Post by Doug Coulter »

Gorgeous work on those vacuum tubes! I putz with them here, but lack the glassblowing skills/materials to do good glass/metal seals and such, so far. It never occurred to me to even try expoxy in a sealed off unit, I'd heard there was far too much outgassing. Maybe this is why some not so scrupulous vendors try to get $100 a packet for "true vacuum epoxy"?

I'm going to try the JB weld real soon. Would they Hysol 1C be the same as the "hysol !C-LV" sold at McMaster-Car, tan with a 2::1 mix ratio?

I have been cutting the tops from old metal vacuum tubes to get cheapie glass-metal seals for low voltages, and this works fine -- you can then weld or solder the tube into the system. Or, interestingly, they are close enough to precisely 1" od to work with the tubulation adapters sold at Lesker. Easy on and off that way.
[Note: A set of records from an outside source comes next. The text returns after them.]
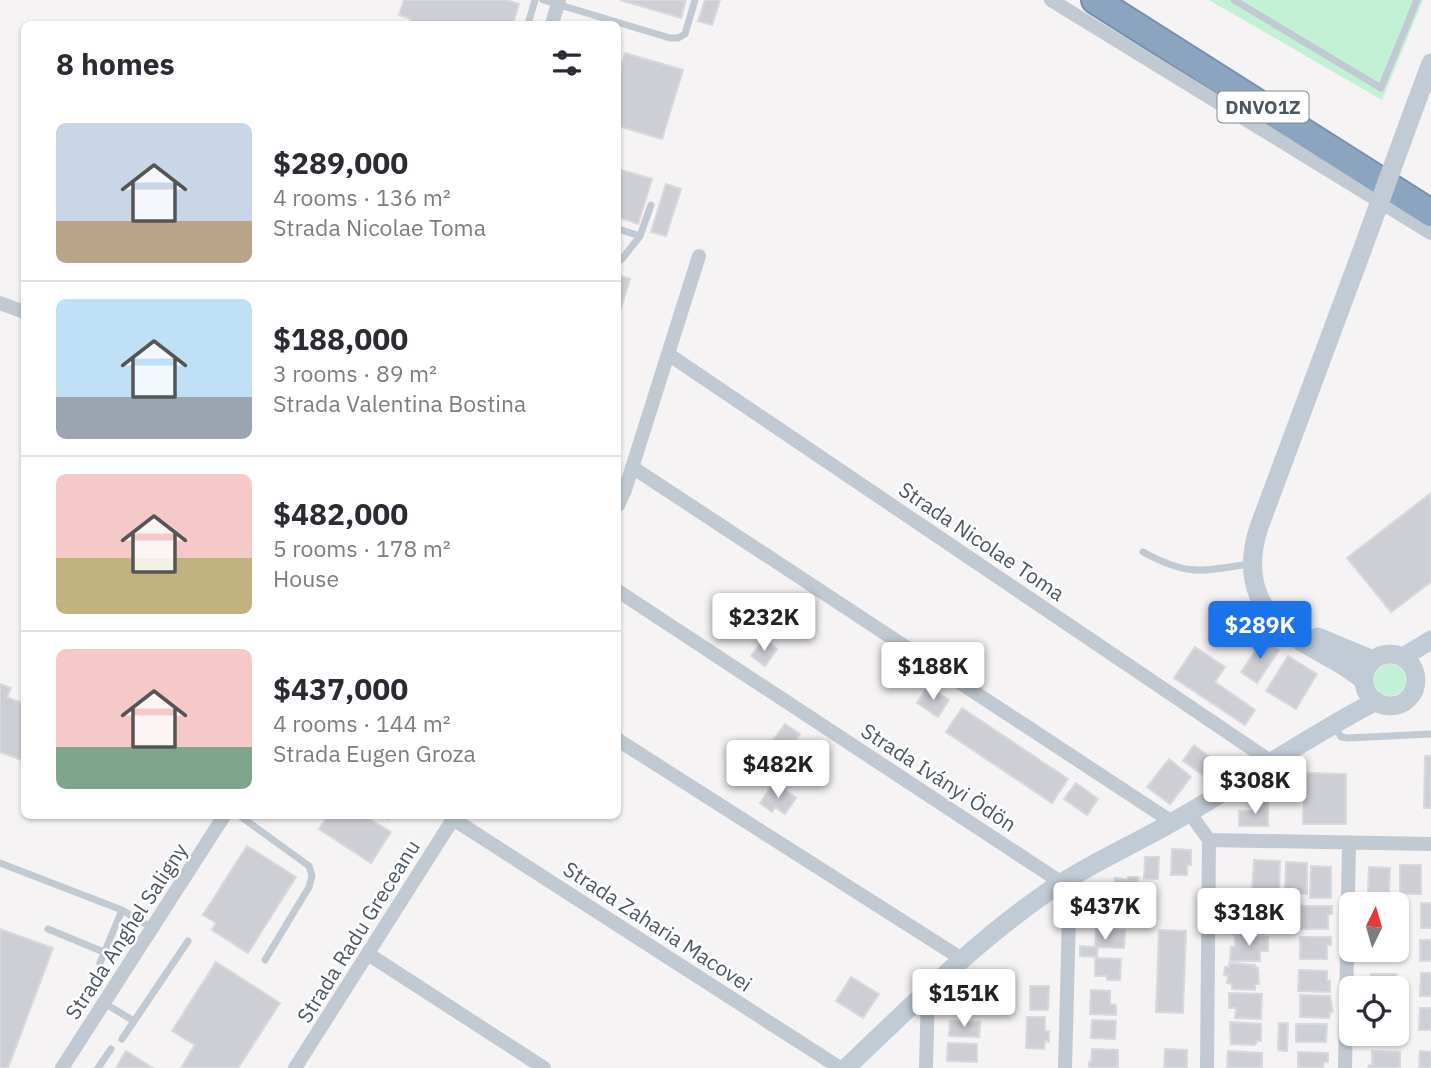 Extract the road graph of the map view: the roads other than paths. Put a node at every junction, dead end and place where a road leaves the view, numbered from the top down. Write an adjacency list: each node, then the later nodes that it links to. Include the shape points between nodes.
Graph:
1 (535, 0): 10 (lane)
2 (542, 0): 9 (lane)
3 (695, 0): 13 (lane, via 685,34 678,38)
4 (1051, 0): 19 (street)
5 (1095, 0): 17 (highway, DNVO1Z)
6 (1126, 0): 15 (highway, DNVO1Z)
7 (1234, 0): 8 (lane, via 1381,88)
8 (1418, 0)
9 (559, 2): 11 (street); 12 (lane)
10 (529, 21)
11 (553, 21)
12 (618, 21)
13 (621, 22)
14 (1431, 64): 29 (main road, bridge, via 1259,527)
15 (1431, 193)
16 (651, 205): 20 (lane)
17 (1431, 213)
18 (621, 230): 20 (lane)
19 (1431, 233)
20 (640, 236): 22 (lane)
21 (699, 256): 25 (street)
22 (621, 260)
23 (0, 303): 24 (street)
24 (21, 311)
25 (668, 354): 26 (street); 40 (street, Strada Nicolae Toma)
26 (632, 467): 27 (street); 46 (street)
27 (621, 497)
28 (1143, 552): 29 (lane, via 1190,571)
29 (1251, 564): 31 (main road, via 1256,590)
30 (621, 593): 51 (street, Strada Iványi Ödön)
31 (1278, 622): 34 (main road); 36 (main road, via 1345,666)
32 (1431, 640): 35 (main road)
33 (1431, 654): 35 (main road)
34 (1373, 660): 35 (main road, via 1388,654); 36 (main road, via 1368,666)
35 (1409, 663): 36 (main road, via 1415,685 1407,699 1391,706)
36 (1368, 690): 37 (main road)
37 (1329, 725): 38 (lane, via 1348,738); 40 (main road)
38 (1431, 734)
39 (621, 742): 58 (street)
40 (1273, 763): 41 (main road)
41 (1189, 812): 46 (main road); 47 (street)
42 (222, 819): 53 (street, Strada Anghel Saligny)
43 (244, 819): 59 (lane, via 309,866 312,876)
44 (453, 819): 57 (street, Strada Radu Greceanu)
45 (457, 819): 70 (street, Strada Zaharia Macovei)
46 (1172, 822): 51 (main road)
47 (1209, 840): 48 (street); 74 (street)
48 (1349, 843): 49 (street); 75 (street)
49 (1431, 844)
50 (0, 863): 52 (lane)
51 (1066, 880): 58 (main road); 73 (street)
52 (122, 910): 53 (lane); 56 (lane)
53 (152, 928): 62 (street, Strada Anghel Saligny)
54 (48, 929): 56 (lane)
55 (188, 941): 63 (lane)
56 (106, 953): 60 (lane)
57 (368, 954): 68 (street, Strada Radu Greceanu); 69 (street)
58 (962, 959): 61 (main road)
59 (265, 960)
60 (100, 963)
61 (928, 990): 71 (main road); 72 (street)
62 (104, 1003): 63 (lane); 66 (street, Strada Anghel Saligny)
63 (134, 1021): 64 (lane)
64 (122, 1038)
65 (111, 1049): 67 (lane)
66 (62, 1068)
67 (98, 1068)
68 (295, 1068)
69 (544, 1068)
70 (840, 1068)
71 (846, 1068)
72 (926, 1068)
73 (1065, 1068)
74 (1207, 1068)
75 (1345, 1068)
I have also found that one can rejuvenate oxide filaments and cathodes from tubes that have been opened, even if open for quite awhile. I "rescued" parts from a very old 4 pin "5U4" sort of tube, and got the filament to emit electrons quite nicely and at the normal temperature for this. All it takes is repeating the original process (though you're not starting with carbonates like they are, but hey, this works). You heat the filament to 150 to 200% of the original volts, while pulling out some emission, and do this for a couple hours, then just let it sit there hot for another hour or two with no emission. Bring it back down to normal heater volts, and it's good as new, or so it seems. I'm sure if the result would stand being bombarded by ions in an ion source, however, but I plan to test this -- always try the easy stuff first!
Why guess when you can know? Measure!